The Ventura County Star can see the buzzards starting to circle:
On Friday, the company kicked in another $6.5 million to the campaign, bringing its total costs to date to $44 million. Clearly, the company's internal polling must be showing that the initiative is in serious trouble. It could be that the cynical idea that they could promote this little deceit as "taxpayer's right to vote act" just isn't working out the way it had hoped.

Southern California Republicans are ground zero for PG&E's saturation television advertising.  Aimed at an electorate which the San Francisco utility assumes will be dominated by drooling wingnuts and slobbering knuckledraggers, the campaign aims at repeating the taxpayer rights mantra over and over enough times so voters forget that competition drives down prices and customer choice is the cornerstone of capitalism.

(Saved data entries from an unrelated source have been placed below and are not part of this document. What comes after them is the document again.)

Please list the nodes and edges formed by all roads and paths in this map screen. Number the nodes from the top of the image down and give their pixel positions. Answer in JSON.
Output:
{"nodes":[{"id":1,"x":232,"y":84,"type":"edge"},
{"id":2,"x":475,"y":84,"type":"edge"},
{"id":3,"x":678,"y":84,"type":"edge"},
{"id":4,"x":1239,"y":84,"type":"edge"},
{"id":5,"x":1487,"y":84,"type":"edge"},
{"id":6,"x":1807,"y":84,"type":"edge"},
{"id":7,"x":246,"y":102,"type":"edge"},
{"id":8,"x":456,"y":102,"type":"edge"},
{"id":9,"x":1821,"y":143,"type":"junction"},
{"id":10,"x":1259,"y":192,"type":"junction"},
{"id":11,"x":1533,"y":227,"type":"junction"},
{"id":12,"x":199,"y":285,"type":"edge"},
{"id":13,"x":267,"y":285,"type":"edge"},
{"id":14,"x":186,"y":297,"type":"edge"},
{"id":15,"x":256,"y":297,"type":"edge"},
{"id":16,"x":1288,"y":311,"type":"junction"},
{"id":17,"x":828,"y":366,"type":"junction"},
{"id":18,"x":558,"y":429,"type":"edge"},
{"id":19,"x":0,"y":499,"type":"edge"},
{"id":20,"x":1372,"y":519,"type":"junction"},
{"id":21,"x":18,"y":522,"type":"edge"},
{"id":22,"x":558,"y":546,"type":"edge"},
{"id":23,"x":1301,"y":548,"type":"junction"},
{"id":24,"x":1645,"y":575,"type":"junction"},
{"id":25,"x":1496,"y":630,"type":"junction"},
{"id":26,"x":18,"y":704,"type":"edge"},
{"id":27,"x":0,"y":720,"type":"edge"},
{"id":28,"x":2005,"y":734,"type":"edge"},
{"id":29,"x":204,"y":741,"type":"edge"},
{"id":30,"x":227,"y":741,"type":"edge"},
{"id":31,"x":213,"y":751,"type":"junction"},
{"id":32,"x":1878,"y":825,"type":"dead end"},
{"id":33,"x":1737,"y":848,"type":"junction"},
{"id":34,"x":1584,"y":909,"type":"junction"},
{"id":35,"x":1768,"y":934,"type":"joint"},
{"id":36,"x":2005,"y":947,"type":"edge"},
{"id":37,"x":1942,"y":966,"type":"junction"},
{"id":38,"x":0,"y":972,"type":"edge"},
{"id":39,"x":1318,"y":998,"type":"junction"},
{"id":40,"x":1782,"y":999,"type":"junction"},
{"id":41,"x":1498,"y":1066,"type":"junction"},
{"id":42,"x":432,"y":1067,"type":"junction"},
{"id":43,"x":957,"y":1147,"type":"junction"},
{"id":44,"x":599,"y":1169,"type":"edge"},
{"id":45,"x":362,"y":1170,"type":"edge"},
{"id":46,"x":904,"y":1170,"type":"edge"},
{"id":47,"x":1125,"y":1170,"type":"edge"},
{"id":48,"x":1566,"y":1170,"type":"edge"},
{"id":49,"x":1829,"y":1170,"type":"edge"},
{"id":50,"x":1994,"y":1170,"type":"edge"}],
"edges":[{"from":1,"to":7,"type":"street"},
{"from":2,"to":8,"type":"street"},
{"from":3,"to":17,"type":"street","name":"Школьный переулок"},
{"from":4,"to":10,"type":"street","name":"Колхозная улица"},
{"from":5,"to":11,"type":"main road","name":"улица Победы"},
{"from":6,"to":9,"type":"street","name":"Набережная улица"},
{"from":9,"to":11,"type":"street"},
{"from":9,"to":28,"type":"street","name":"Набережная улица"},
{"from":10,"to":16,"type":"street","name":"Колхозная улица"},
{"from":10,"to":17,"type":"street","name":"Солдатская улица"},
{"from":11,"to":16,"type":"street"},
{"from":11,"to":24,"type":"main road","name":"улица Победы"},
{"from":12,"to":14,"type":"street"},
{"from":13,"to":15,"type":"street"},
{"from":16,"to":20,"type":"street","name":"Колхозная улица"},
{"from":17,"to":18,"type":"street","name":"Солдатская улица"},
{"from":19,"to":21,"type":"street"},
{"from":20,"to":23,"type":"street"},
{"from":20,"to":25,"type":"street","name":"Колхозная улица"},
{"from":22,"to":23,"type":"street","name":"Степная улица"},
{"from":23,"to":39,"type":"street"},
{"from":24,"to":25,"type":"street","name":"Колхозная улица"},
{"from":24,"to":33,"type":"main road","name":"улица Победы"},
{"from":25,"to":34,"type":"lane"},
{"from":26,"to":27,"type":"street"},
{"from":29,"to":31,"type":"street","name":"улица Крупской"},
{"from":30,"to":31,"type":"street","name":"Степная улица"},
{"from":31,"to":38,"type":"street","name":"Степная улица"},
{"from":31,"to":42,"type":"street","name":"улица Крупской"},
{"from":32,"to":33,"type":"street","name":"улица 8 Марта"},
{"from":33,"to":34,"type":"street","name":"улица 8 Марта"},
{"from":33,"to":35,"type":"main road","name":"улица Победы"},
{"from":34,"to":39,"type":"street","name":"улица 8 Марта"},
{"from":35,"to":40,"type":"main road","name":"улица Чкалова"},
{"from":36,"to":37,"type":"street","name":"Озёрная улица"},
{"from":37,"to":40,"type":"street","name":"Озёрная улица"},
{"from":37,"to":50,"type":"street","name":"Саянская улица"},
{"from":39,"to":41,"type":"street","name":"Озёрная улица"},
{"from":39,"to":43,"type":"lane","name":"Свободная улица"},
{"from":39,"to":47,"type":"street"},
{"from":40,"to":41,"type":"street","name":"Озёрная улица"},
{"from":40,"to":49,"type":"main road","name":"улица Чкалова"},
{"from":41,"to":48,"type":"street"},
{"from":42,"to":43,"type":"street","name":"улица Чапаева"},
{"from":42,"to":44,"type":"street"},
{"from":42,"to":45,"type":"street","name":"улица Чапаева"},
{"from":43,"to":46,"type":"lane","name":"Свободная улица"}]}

A spontaneous groundswell against Prop. 16 appears to be erupting within the Southern California target audience.  In recent days, the San Diego County Taxpayers Association, the Pasadena Chamber of Commerce, the Orange County Association of Realtors, the South Orange County Regional Chamber of Commerce, and the Santa Clarita Valley Chamber of Commerce, have all independently -- there being effectively no organized campaign against 16 -- thrown off the trance.  They join the earlier apostates at the San Diego Regional Chamber of Commerce and the Greater Riverside Chamber of Commerce.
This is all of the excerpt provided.